From a news brief buried in a CNS report over the weekend:
A Mercy sister who was automatically excommunicated because of her role on the ethics committee that allowed an abortion to be performed at a Catholic hospital in Phoenix in 2009 is back in good standing in the Catholic Church.
In May 2010, officials at St. Joseph’s Hospital and Medical Center publicly acknowledged that an abortion had occurred at the hospital in late 2009. Officials said the woman was 11 weeks pregnant and suffered from pulmonary hypertension, a condition that the hospital said carried a near-certain risk of death for the mother if the pregnancy continued. It also was revealed at the time that Mercy Sister Margaret McBride had incurred automatic excommunication because of her role on the ethics committee that sanctioned the abortion.
On Dec. 21, 2010, Phoenix Bishop Thomas J. Olmsted announced that the hospital could no longer identify itself as a Catholic hospital. In a Dec. 8 statement, the hospital said Sister Margaret has since “met the requirements for reinstatement with the church and she is no longer excommunicated.

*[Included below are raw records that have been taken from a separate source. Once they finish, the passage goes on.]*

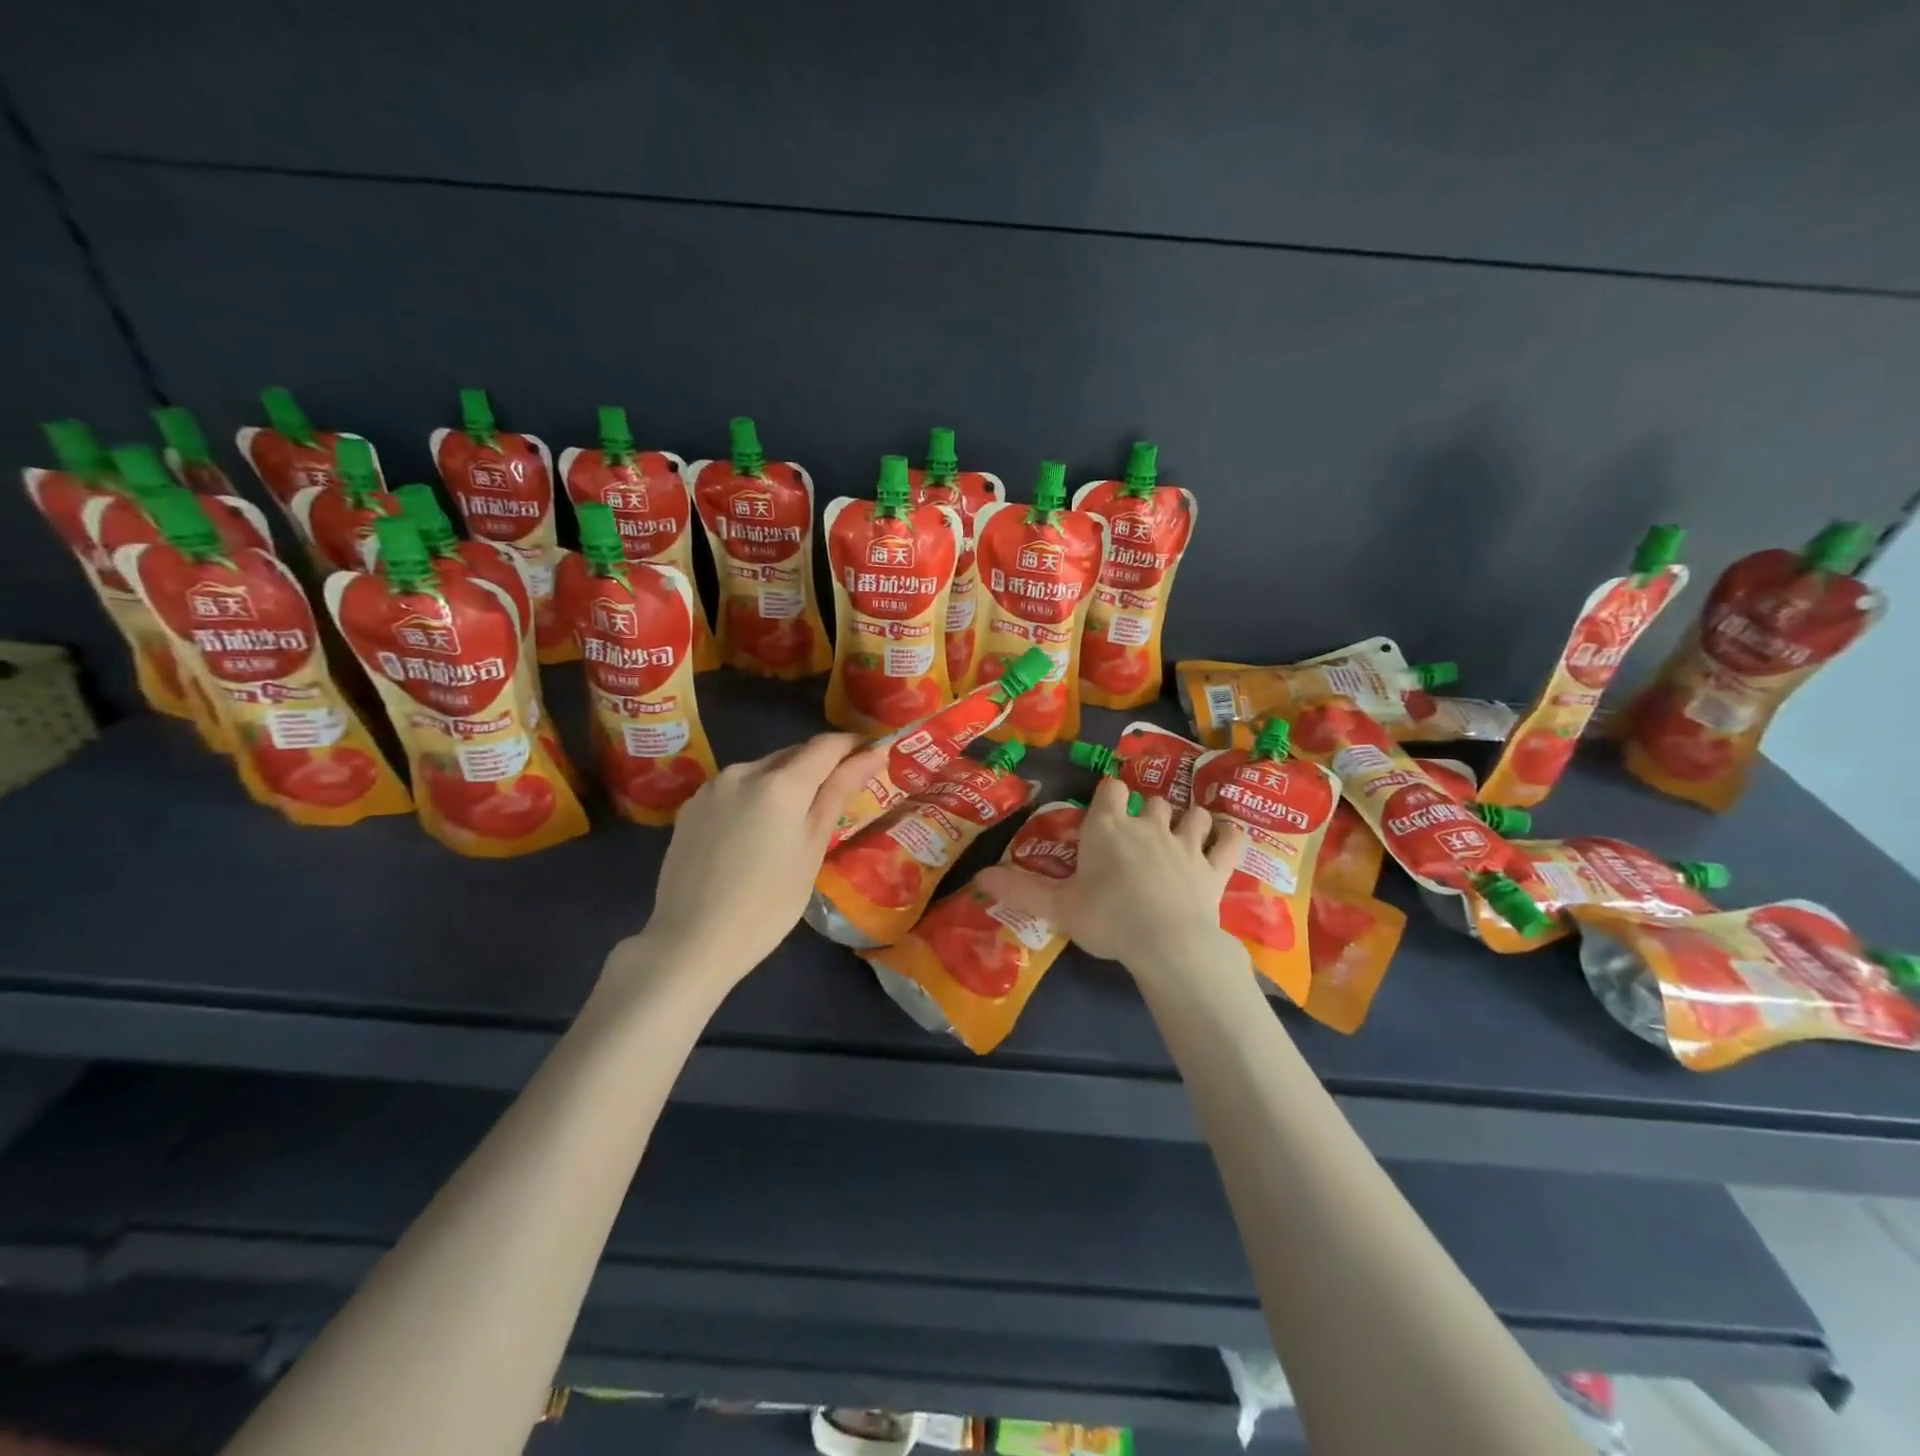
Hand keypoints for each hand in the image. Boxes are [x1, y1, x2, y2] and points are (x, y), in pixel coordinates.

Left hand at [611, 734, 886, 987]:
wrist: (692, 941)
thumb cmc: (769, 903)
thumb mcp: (813, 849)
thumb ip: (839, 793)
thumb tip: (872, 755)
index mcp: (781, 782)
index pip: (826, 745)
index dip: (853, 745)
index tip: (872, 755)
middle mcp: (745, 770)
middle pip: (793, 754)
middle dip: (820, 765)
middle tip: (840, 793)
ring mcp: (713, 786)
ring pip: (763, 769)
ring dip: (786, 781)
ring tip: (796, 818)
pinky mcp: (692, 805)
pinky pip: (736, 787)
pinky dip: (756, 796)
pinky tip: (756, 831)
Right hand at [979, 777, 1243, 974]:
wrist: (1167, 943)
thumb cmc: (1107, 919)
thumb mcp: (1057, 907)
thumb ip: (1020, 891)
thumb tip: (979, 877)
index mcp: (1108, 828)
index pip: (1110, 790)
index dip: (1109, 793)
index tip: (1106, 806)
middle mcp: (1148, 826)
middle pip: (1153, 801)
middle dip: (1148, 810)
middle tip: (1140, 833)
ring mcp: (1187, 844)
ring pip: (1194, 814)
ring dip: (1189, 819)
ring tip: (1184, 832)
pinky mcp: (1215, 867)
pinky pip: (1231, 840)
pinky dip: (1231, 837)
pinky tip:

She continues to be a member in good standing with the Sisters of Mercy and is a valued member of the St. Joseph’s executive team.” The statement, emailed to Catholic News Service in response to a query about her status, provided no more details and the hospital had no further comment.
Sister Margaret is currently the medical center’s vice president for organizational outreach. Last year when Bishop Olmsted issued his decree revoking the 116-year-old hospital’s affiliation with the Catholic Church, he wrote that he could not verify that the hospital provided health care consistent with “authentic Catholic moral teaching.”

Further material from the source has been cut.